SOURCE DATA below:
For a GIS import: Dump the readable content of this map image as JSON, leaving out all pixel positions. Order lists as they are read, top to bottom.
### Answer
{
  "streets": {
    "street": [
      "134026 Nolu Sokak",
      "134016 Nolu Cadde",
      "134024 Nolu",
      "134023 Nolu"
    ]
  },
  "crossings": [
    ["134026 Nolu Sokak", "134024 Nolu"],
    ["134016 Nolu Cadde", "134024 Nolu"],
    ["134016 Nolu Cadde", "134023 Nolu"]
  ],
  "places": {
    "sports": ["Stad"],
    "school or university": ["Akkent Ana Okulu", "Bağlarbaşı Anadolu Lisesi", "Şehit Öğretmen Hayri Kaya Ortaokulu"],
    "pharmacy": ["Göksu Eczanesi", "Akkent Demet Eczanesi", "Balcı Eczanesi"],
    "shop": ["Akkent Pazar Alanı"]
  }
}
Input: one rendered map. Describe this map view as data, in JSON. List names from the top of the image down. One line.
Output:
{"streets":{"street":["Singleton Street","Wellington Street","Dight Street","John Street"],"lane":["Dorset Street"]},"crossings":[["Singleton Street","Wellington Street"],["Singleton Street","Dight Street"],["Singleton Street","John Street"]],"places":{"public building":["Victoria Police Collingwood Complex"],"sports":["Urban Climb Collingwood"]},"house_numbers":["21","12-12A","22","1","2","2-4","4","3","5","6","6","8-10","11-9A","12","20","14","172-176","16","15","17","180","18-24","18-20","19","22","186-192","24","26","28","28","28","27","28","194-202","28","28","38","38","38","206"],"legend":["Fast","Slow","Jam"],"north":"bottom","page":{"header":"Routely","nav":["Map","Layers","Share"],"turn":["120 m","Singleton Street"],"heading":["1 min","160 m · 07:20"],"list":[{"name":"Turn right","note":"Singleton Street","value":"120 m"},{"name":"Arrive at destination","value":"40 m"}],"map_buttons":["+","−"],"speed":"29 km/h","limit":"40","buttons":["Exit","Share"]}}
End of SOURCE DATA.
*DIRECTIONS FOR THIS TASK*
Among the lines above, return those that contain the string "image".

*OUTPUT OF THE EXERCISE*
For a GIS import: Dump the readable content of this map image as JSON, leaving out all pixel positions. Order lists as they are read, top to bottom.
Input: one rendered map. Describe this map view as data, in JSON. List names from the top of the image down. One line.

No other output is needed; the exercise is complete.